It sounds very romantic, and for a long time I loved that quote—but over all the years that I have worked with leaders and organizations and teams, I’ve come to realize that it doesn’t really apply in leadership or in life.

When it comes to building, restoring and developing relationships, you have to say you are sorry.

And it’s not enough to just say you’re sorry—you have to sincerely apologize, to show that you’re willing to break old patterns and take real action in a timely and powerful way.

Here are some of the factors in a true apology:

Vulnerability. The first step in restoring a relationship is to let go of ego. This can be hard for those who value strength and control in their leadership. But apologizing gives you more control and potential power that you could imagine. To be vulnerable is to show strength; to let go of the ego can transform any relationship instantaneously.

Timing. Apologies need to happen sooner than later—as quickly as possible. Delays often make the situation worse. Your apology loses its meaning and you end up causing more harm then good. The time and circumstance need to be both immediate and right.

Accountability. In leadership and in life, it’s a natural impulse to blame someone for your faults and mistakes. But the best leaders know that the best policy is always to take accountability for yourself. Blaming others destroys relationships; playing victim destroys your reputation. Accountability strengthens both.

Fence-mending. Many leaders pride themselves on being right, but the best —the ones who lead from within—know that being kind might be even more important. Even if you know you are right, sometimes the best reward is to mend fences. Prolonging an argument and lengthening a dispute doesn’t further your leadership. On the other hand, mending fences is characteristic someone who understands that leadership is not about scoring points but building lasting relationship and restoring faith.

The best way to apologize is by letting go of your ego, speaking as soon as the time is right, holding yourself accountable, and staying on the high road.

Whether or not you win the battle, you’ll win in character.

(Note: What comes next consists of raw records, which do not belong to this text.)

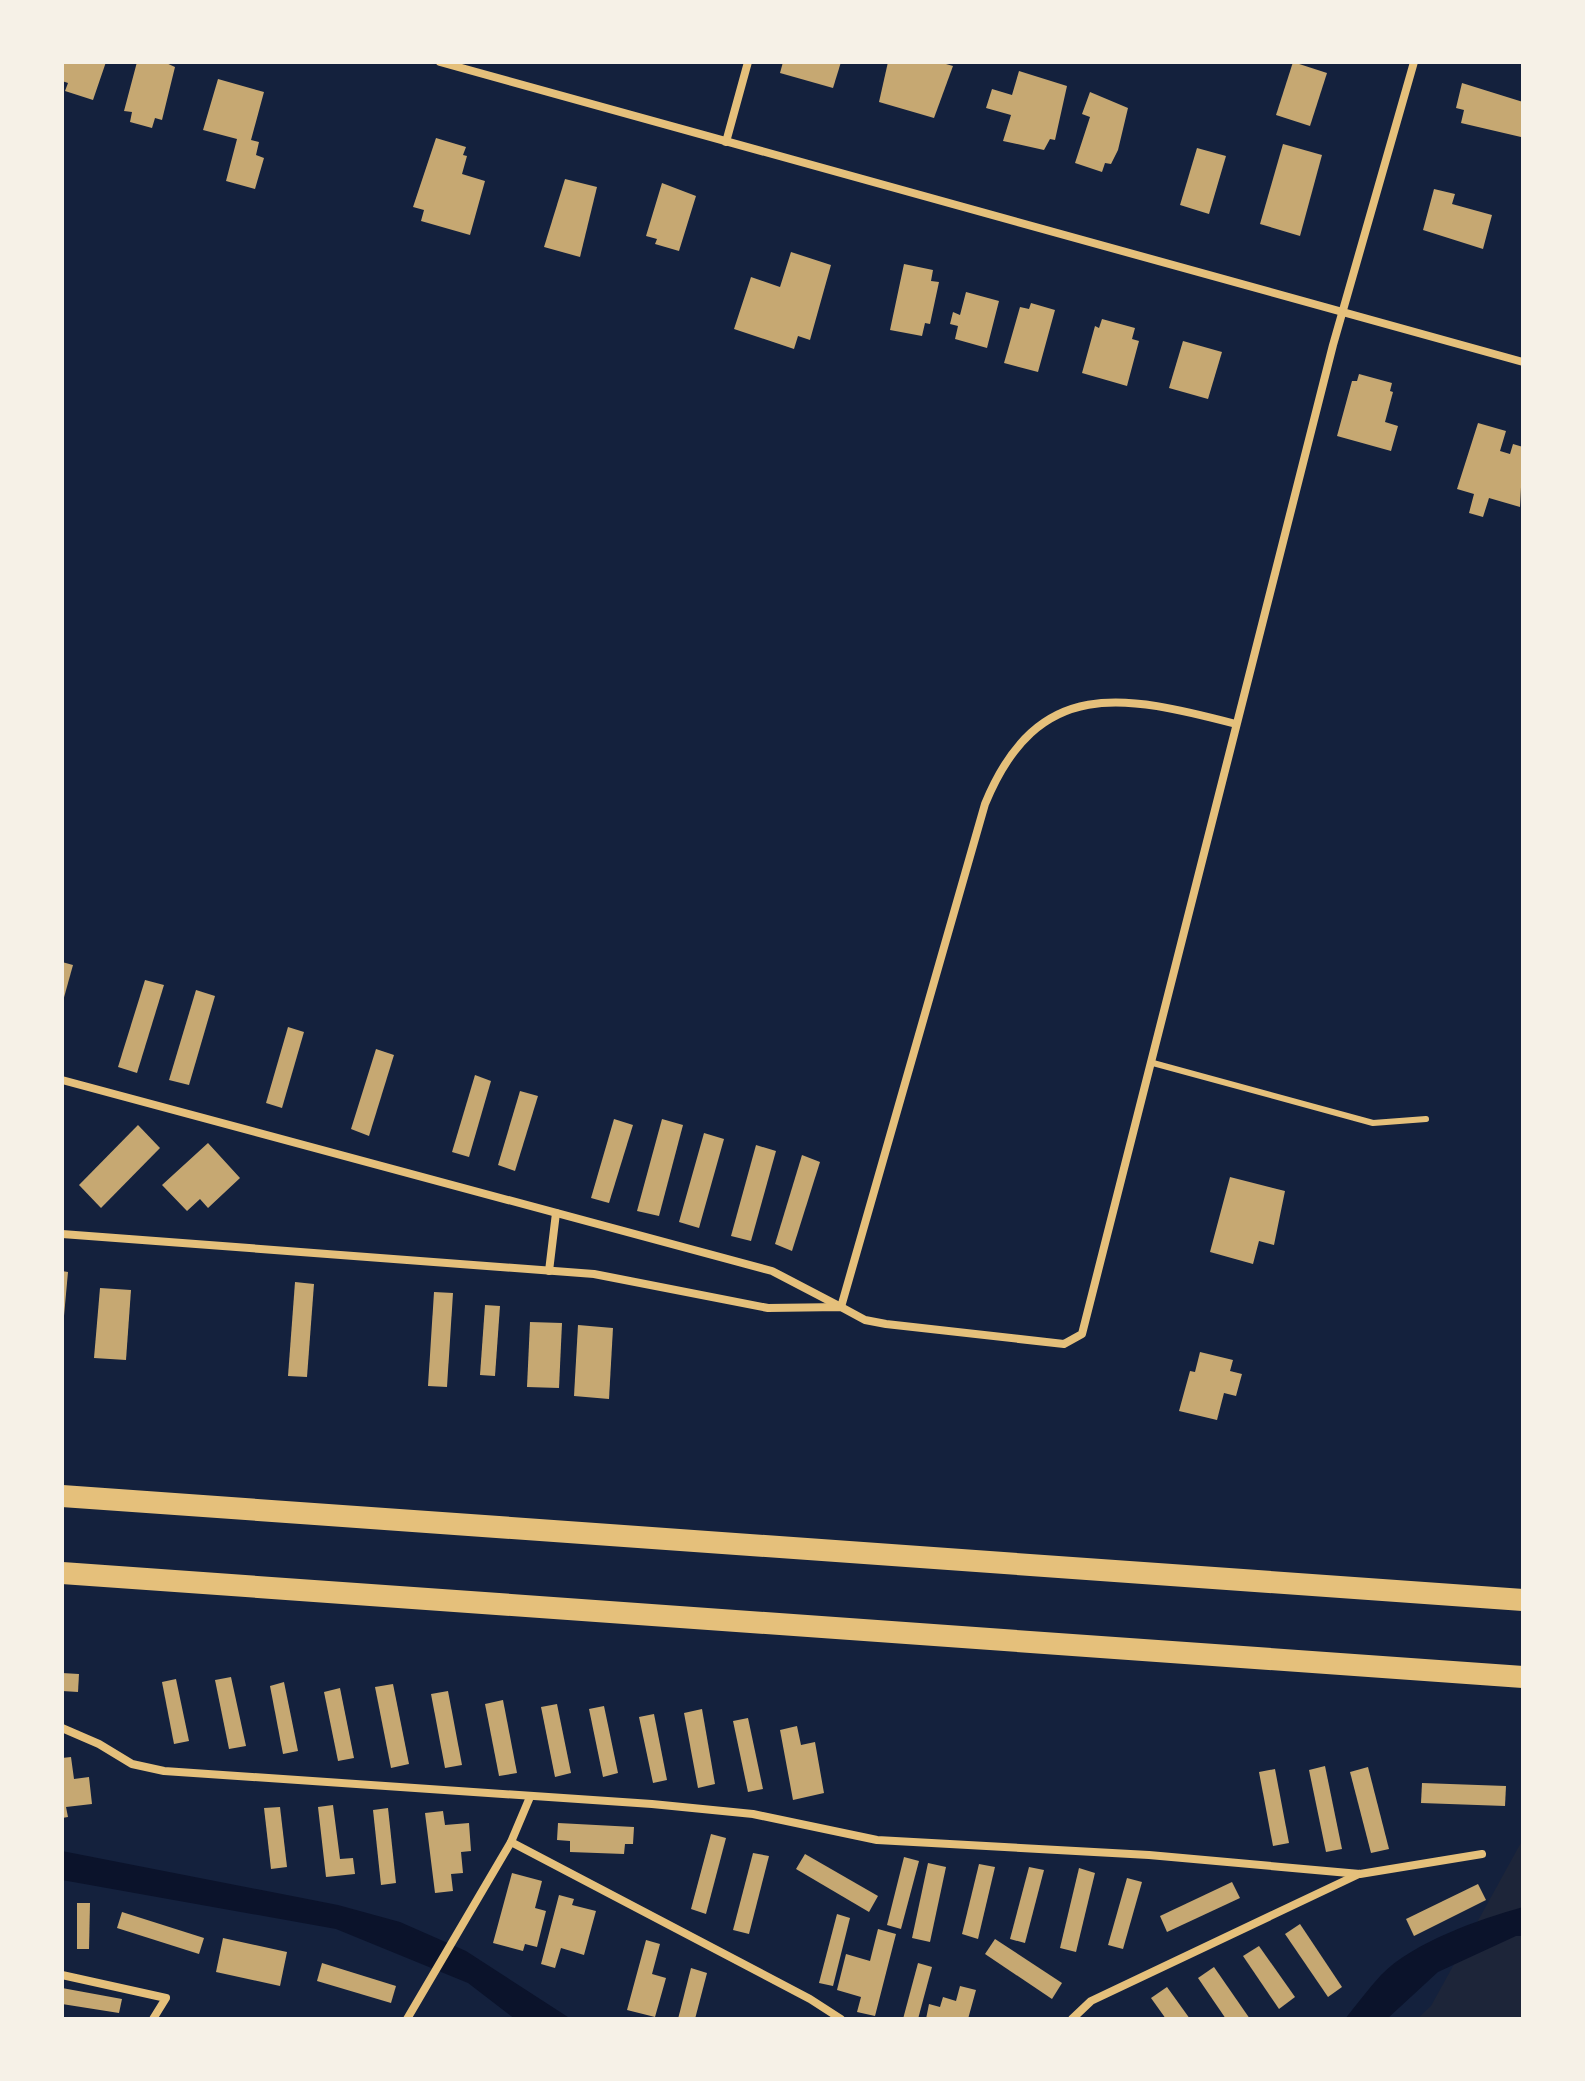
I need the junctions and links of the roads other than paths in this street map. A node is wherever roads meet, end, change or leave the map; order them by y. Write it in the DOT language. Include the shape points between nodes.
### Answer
graph roads {
  1 [pos="440,62"];
  2 [pos="748,62"];
  3 [pos="1414,62"];
  4 [pos="726,142"];
  5 [pos="1345,314"];
  6 [pos="1523,362"];
  7 [pos="1236,724"];
  8 [pos="1153,1063"];
  9 [pos="62,1080"];
  10 [pos="1426,1119"];
  11 [pos="556,1213"];
  12 [pos="62,1234"];
  13 [pos="549,1271"];
  14 [pos="841,1307"];
  15 [pos="62,1496"];
  16 [pos="62,1573"];
  17 [pos="1523,1600"];
  18 [pos="1523,1677"];
  19 [pos="62,1728"];
  20 [pos="530,1797"];
  21 [pos="511,1842"];
  22 [pos="1482,1854"];
  23 [pos="1360,1874"];
  24 [pos="62,1975"];
  25 [pos="153,2019"];
  26 [pos="407,2019"];
  27 [pos="841,2019"];
  28 [pos="1072,2019"];
  1 -- 4 [label="street"];
  2 -- 4 [label="street"];
  3 -- 5 [label="street"];
  4 -- 5 [label="street"];
  5 -- 6 [label="street"];
  5 -- 7 [label="street"];
  7 -- 8 [label="street"];
  7 -- 14 [label="street" via="1163,705 1100,701 1066,710 1035,729 998,772"];
  8 -- 10 [label="lane" via="1373,1123"];
  8 -- 14 [label="street" via="1082,1334 1064,1344 886,1324"];
  9 -- 11 [label="street"];
  11 -- 13 [label="street"];
  11 -- 14 [label="street" via="772,1271"];
  12 -- 13 [label="street"];
  13 -- 14 [label="street" via="631,1280 768,1308"];
  15 -- 17 [label="highway"];
  16 -- 18 [label="highway"];
  19 -- 20 [label="street" via="132,1764 164,1771"];
  20 -- 21 [label="street"];
  20 -- 23 [label="street" via="753,1814 877,1840 1149,1855"];
  21 -- 26 [label="street"];
  21 -- 27 [label="street"];
  22 -- 23 [label="street"];
  23 -- 28 [label="street" via="1091,2001"];
  24 -- 25 [label="street" via="166,1998"];
}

And your kindness will affect your leadership, which in turn will affect those around you.

The only thing stopping you from healthy and happy relationships may be the belief that leadership means not having to say you’re sorry.

Lead From Within: A true leader is able to apologize when they are wrong and mend fences when they are broken to restore trust to their relationships and friendships.

 


 

N A T I O N A L   B E S T S E L L E R
The Leadership Gap: What Gets Between You and Your Greatness

After decades of coaching powerful executives around the world, Lolly Daskal has observed that leaders rise to their positions relying on a specific set of values and traits. But in time, every executive reaches a point when their performance suffers and failure persists. Very few understand why or how to prevent it.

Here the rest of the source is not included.